**AIM OF THE EXERCISE**
The response should hold each line from the entries below where "above" is found.

[Items listed in a dataset]

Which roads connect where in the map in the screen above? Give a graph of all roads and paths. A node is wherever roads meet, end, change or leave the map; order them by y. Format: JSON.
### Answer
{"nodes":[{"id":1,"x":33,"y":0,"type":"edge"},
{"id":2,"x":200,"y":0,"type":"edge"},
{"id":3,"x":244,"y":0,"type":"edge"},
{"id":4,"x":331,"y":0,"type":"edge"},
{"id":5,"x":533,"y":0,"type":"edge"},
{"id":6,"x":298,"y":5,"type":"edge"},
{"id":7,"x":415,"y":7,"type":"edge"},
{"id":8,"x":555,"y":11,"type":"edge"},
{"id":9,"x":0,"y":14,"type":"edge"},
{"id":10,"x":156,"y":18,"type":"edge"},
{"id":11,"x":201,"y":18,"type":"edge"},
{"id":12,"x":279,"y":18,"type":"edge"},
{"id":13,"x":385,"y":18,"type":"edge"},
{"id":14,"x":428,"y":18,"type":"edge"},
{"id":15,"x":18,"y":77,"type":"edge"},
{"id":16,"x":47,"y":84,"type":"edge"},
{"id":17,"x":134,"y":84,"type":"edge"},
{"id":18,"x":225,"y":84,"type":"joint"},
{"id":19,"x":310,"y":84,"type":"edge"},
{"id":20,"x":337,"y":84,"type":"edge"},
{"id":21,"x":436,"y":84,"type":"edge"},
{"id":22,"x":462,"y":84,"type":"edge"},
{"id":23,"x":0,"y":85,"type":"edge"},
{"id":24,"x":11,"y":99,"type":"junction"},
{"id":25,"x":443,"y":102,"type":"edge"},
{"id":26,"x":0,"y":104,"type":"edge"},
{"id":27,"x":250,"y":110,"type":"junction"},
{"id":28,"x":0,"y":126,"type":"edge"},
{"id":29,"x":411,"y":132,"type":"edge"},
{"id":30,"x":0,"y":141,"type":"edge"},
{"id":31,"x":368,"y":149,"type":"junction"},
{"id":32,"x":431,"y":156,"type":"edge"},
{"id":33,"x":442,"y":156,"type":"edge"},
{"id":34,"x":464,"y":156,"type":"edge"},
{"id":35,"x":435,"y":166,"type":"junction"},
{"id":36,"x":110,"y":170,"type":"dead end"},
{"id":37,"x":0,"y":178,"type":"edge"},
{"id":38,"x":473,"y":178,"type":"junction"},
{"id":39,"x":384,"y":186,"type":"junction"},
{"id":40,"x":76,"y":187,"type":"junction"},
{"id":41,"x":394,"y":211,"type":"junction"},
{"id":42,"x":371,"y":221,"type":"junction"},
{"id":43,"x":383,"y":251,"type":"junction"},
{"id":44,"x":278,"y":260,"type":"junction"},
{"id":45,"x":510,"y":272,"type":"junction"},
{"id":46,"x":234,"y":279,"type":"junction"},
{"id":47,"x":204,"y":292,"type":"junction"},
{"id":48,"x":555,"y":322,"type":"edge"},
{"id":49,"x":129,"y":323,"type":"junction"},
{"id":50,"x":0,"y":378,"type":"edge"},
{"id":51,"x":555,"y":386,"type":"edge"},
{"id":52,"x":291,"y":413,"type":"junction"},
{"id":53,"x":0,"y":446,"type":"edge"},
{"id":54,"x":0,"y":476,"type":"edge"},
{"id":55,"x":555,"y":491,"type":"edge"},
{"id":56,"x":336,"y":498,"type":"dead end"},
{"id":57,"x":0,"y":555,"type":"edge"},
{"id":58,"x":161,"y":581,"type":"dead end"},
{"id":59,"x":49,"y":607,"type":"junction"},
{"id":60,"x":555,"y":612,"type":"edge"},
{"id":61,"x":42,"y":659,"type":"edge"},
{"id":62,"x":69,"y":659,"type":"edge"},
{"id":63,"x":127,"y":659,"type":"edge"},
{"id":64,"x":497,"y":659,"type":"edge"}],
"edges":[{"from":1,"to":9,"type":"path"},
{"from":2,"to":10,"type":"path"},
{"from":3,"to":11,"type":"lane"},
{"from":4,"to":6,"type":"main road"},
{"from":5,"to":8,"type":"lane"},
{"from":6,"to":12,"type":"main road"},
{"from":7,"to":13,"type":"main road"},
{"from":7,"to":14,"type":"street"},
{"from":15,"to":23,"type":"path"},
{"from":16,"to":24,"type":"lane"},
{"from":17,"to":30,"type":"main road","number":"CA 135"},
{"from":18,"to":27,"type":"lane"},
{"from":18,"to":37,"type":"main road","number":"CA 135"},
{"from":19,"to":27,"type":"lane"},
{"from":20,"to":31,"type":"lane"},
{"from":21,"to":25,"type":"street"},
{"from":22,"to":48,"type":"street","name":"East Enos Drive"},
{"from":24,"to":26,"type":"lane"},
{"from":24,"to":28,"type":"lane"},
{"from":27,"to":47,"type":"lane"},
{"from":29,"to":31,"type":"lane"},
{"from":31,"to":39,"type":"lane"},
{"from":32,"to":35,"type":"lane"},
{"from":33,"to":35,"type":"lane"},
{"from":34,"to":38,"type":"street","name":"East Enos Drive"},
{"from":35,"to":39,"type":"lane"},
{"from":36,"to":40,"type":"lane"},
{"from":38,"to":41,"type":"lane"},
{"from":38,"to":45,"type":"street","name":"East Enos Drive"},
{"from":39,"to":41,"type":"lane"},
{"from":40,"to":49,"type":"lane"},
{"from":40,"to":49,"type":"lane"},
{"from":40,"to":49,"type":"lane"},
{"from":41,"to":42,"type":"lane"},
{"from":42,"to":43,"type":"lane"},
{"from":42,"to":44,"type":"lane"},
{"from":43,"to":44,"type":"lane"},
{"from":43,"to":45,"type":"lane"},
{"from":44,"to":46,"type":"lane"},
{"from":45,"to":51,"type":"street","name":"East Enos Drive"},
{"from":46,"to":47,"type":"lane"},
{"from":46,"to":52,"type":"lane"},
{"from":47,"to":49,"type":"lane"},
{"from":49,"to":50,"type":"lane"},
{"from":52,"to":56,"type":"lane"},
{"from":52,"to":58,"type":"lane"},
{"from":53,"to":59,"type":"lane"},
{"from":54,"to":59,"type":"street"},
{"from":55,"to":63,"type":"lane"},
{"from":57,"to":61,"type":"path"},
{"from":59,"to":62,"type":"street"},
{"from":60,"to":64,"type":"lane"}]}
==
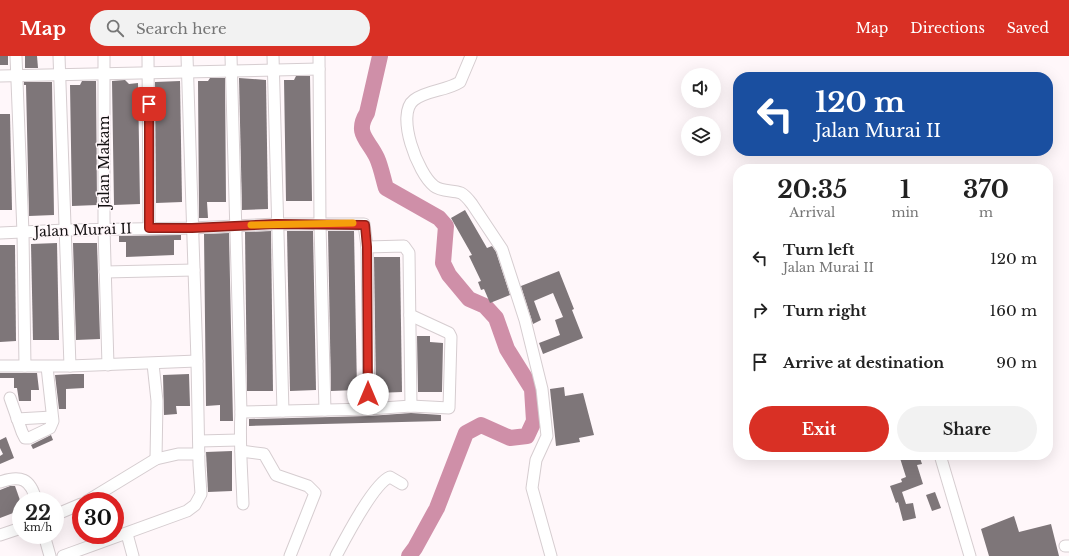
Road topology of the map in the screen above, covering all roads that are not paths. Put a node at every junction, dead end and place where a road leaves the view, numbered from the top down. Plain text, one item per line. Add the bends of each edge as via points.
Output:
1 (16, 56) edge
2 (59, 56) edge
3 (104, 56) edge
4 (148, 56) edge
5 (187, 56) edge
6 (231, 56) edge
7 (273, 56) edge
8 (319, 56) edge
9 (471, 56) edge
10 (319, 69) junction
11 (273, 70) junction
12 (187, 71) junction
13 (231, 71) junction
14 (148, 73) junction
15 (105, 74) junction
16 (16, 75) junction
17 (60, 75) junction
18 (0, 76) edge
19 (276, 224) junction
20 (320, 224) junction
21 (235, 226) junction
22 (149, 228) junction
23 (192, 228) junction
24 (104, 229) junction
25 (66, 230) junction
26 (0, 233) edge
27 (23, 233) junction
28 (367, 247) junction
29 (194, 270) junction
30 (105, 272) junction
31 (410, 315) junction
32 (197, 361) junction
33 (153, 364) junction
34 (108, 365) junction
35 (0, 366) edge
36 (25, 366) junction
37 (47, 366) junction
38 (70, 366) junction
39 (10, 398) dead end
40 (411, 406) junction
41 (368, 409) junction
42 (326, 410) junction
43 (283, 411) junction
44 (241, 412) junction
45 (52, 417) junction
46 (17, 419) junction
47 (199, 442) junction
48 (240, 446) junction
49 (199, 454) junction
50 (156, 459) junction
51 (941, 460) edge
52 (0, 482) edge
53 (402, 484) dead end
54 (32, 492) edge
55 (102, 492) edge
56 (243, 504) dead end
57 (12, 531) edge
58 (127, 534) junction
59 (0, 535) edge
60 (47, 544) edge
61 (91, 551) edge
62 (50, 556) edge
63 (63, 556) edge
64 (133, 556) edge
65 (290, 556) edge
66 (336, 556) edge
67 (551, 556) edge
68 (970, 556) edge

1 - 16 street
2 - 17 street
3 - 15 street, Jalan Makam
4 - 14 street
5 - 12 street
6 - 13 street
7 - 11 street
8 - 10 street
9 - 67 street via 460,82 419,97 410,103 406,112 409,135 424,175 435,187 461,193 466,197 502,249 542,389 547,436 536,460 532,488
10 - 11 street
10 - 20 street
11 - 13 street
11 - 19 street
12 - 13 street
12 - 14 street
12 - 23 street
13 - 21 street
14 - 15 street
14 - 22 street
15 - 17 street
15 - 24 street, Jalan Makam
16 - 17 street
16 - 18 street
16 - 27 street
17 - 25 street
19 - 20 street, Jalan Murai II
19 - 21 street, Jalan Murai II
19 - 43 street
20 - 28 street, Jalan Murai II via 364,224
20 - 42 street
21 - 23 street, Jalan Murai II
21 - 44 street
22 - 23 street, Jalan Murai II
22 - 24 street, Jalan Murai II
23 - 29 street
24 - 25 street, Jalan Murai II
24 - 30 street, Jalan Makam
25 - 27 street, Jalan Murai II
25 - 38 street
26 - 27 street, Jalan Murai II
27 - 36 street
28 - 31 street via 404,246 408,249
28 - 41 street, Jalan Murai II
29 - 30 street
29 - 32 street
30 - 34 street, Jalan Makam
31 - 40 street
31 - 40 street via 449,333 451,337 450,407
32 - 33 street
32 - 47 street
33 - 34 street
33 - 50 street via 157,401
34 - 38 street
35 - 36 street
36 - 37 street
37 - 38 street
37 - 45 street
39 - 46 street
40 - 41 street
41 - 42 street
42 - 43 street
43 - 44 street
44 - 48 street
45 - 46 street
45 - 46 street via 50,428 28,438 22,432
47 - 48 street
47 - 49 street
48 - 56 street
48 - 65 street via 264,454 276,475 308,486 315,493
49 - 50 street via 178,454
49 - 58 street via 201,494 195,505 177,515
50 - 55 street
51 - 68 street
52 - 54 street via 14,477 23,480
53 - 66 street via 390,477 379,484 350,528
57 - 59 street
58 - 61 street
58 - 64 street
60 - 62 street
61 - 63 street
--
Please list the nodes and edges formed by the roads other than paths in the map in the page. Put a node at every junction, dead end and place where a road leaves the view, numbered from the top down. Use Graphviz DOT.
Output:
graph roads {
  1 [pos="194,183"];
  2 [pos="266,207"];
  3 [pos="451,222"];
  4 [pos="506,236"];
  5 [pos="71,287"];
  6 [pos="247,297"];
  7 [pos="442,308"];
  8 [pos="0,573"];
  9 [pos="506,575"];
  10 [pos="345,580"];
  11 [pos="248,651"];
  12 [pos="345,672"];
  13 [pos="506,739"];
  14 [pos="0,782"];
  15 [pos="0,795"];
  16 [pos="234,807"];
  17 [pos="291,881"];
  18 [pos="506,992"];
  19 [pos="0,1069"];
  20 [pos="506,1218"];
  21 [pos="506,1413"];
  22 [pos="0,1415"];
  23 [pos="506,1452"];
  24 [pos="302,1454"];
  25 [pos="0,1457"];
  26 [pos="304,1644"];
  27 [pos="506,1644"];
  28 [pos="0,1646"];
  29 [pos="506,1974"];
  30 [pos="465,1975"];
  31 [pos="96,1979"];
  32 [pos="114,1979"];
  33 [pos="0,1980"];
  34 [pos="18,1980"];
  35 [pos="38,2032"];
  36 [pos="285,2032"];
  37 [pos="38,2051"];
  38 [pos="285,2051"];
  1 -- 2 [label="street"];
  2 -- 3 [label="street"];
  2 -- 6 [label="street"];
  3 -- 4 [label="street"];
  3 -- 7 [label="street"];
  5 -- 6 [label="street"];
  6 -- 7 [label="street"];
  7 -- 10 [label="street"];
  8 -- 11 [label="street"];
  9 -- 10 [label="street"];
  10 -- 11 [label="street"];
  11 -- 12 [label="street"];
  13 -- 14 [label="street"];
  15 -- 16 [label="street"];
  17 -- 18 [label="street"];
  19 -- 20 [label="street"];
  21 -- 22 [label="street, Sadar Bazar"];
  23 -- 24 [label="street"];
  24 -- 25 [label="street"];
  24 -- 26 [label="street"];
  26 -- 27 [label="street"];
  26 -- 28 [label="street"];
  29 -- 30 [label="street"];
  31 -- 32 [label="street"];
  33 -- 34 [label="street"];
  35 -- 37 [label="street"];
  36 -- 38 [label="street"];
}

**TASK RESPONSE**
Which roads connect where in the map in the screen above? Give a graph of all roads and paths. A node is wherever roads meet, end, change or leave the map; order them by y. Format: JSON.
Road topology of the map in the screen above, covering all roads that are not paths. Put a node at every junction, dead end and place where a road leaves the view, numbered from the top down. Plain text, one item per line. Add the bends of each edge as via points.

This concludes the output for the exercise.